A recent study by Exeter City Living found that with a 3% increase in build cost, huge savings in energy can be made across the lifetime of the building, crucially, with an increase in occupant comfort.  Their research showed that an existing Leisure Centre in Exeter had running costs of a whopping £500k/year, whereas a larger new build Passive House Leisure Centre had running costs of only £75k/year.

Passive House principles have most value in high energy use buildings: hotels, swimming pools / leisure centres, residential care & nursing homes, apartments, etc., but is suitable for most building types. Essentially, any building requiring good temperature control, with a warm & constant heat i.e. thermal comfort, will benefit from Passive House principles.  Which is most habitable buildings (houses, hotels, care homes, offices, leisure centres, schools etc).

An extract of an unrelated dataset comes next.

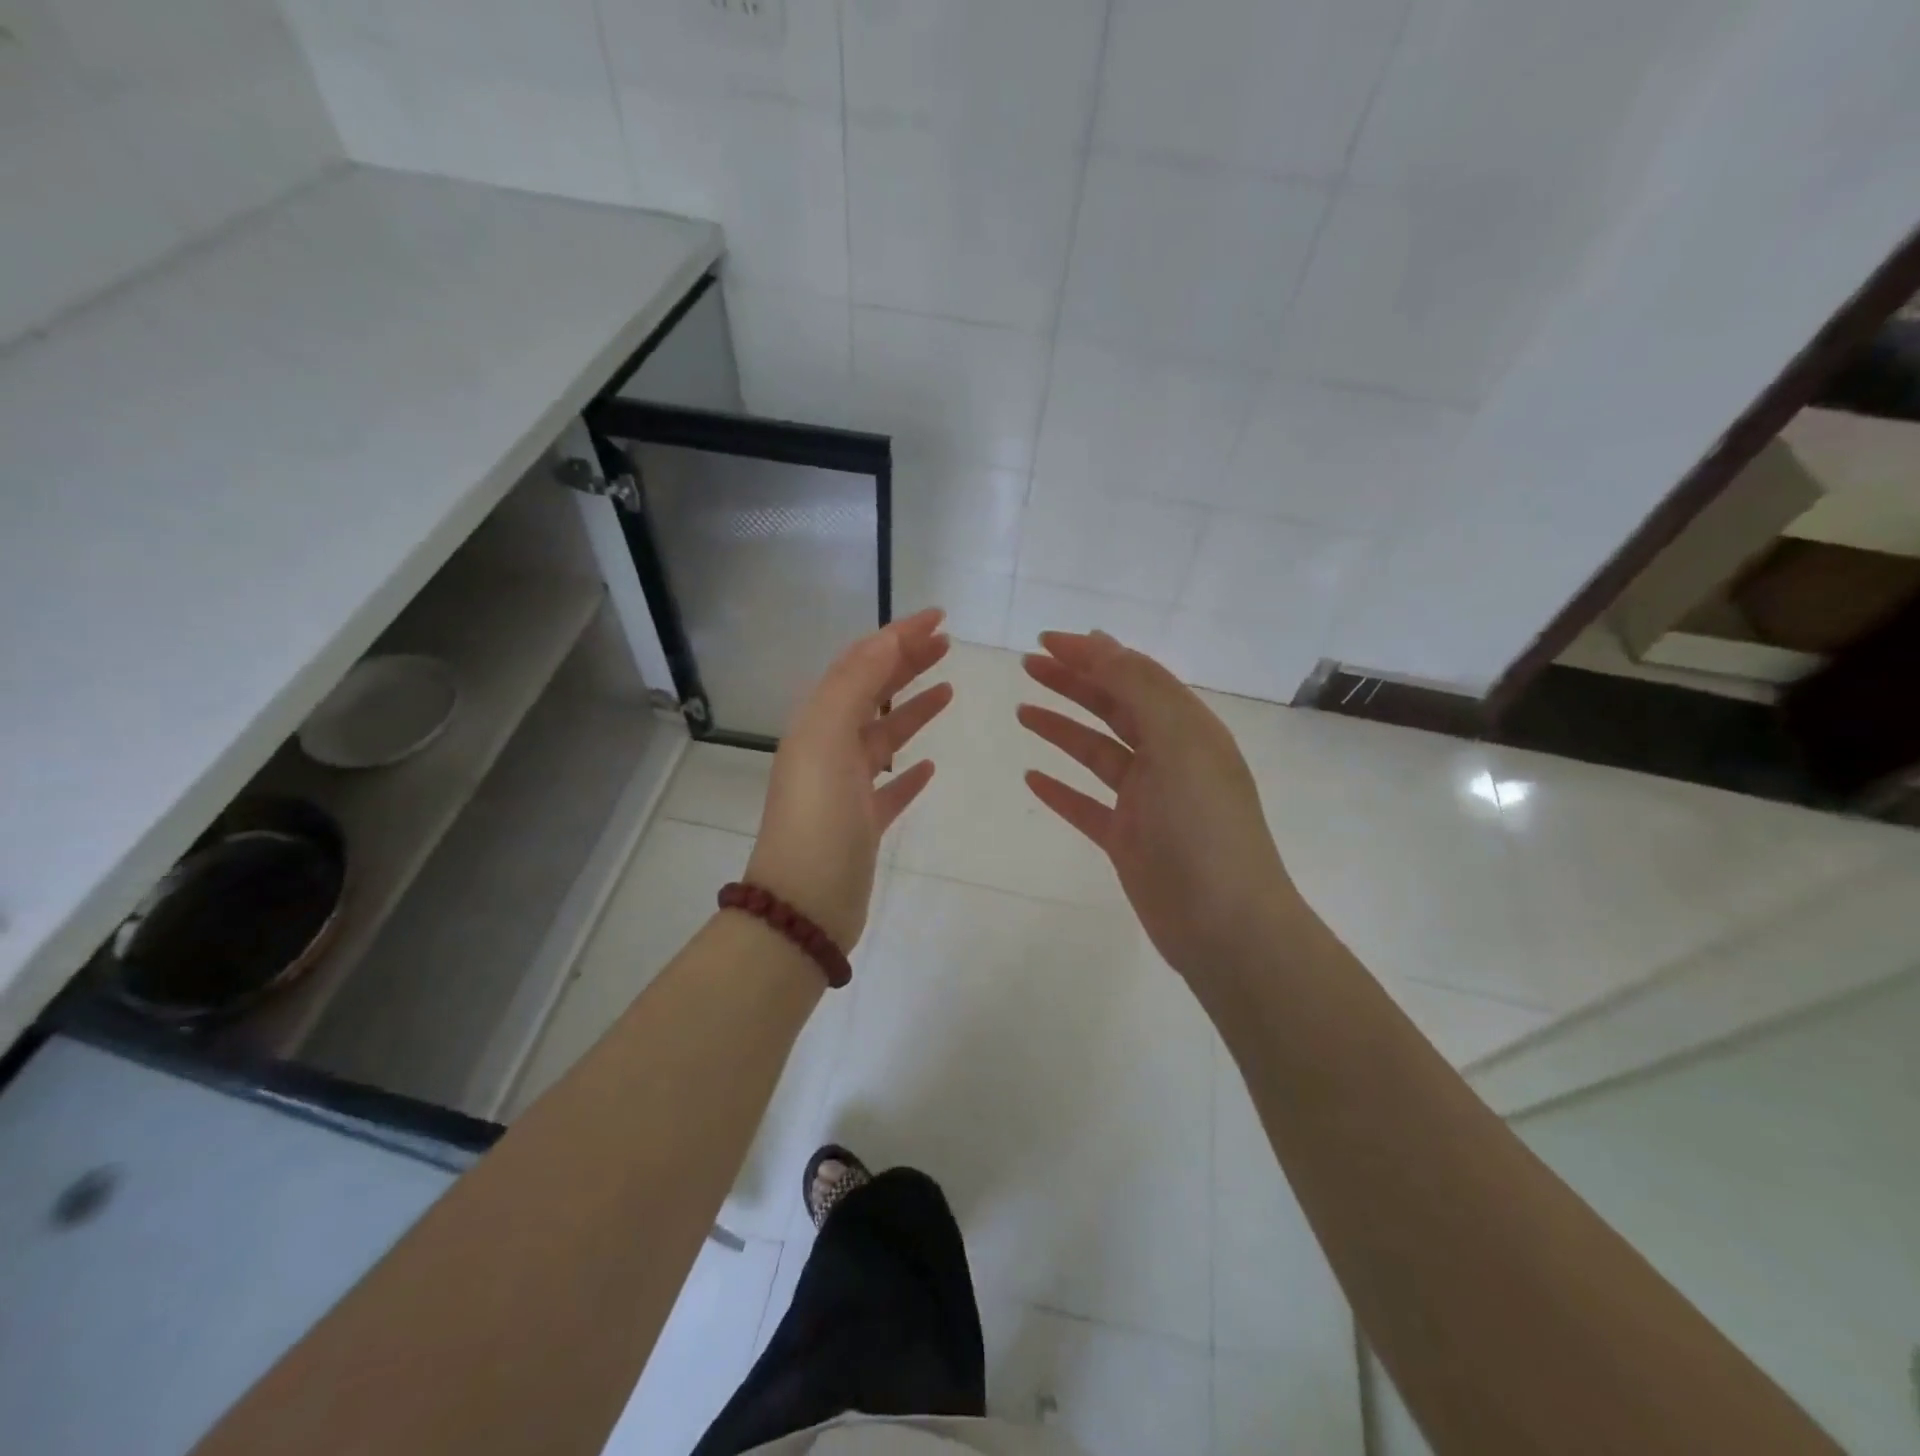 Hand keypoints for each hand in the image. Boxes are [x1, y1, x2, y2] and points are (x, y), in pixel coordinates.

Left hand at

As in Passive House standard homes; the benefits in commercial buildings are similar –

  • Lower energy costs i.e. lower energy bills, due to a ‘fabric first approach’ whilst utilizing solar gains.
  • No draughts, therefore lower energy costs and better thermal comfort, due to the airtightness (0.6 m3/h per m2).
  • Better air quality, due to the airtightness and MVHR (Mechanical Ventilation with Heat Recovery system); which is beneficial for the health and longevity of the building, but also for the occupants. Potentially, less sick days, better air quality for residents / those with respiratory issues.
  • Good quality of light, means that occupants enjoy working and living in the building (premium rent / maximum occupancy / occupants want to be in the building).
  • Less overheating. Passive House calculations ensure overheating is reduced to acceptable standards; which means occupants are thermally comfortable.
  • No performance gap. The calculated, predicted energy use is very close to the actual energy use of the building.
  • Standard of workmanship is excellent. The onus for Passive House certification is on the contractor to ensure documentation of build quality; therefore it is imperative for the contractor to ensure correct build and detailing, which ensures check mechanisms are in place for build quality

Exeter City Living have built various Passive House buildings:
“Back in 2008, I was looking to provide housing solutions in response to fuel poverty that was a very real issue for some within our city. Passivhaus buildings seemed the logical way to go – energy efficient, value for money over the longer terms and comfort for occupants. 12 years later, the success of this approach is apparent, with one of our residents regularly attesting to the fact she has never turned her heat on since she moved in”. Emma Osmundsen, Managing Director, Exeter City Living


  • Higher occupancy rates: if your building is rented, occupants are thermally comfortable, and energy bills are low, occupancy rates should be high.  This can apply to offices / apartments / or any rental space.
  • For owner/occupiers: low energy use means your initial outlay to build Passive standard will have a quick payback time.
  • Particularly important in buildings where the occupants do not pay for the energy / heat, eg hotels and care homes; where the heating is included in the price of the stay is the thermal comfort. Often, away from home, people will increase the temperature, as a luxury comfort. With Passive House buildings this is unlikely to impactful on the energy bills.

Value for developers who build to sell

  • There is a great marketing opportunity to those interested in buying; whether that is apartment owners, development houses, or offices.  The Passive House building they will purchase will be thermally comfortable, have great air quality, and with the low energy demands, the premium spent on the building will quickly pay for itself.
  • With so few developers building Passive House standard, raising the thermal comfort levels, and reducing energy costs for purchasers, there may be a premium on the sales price.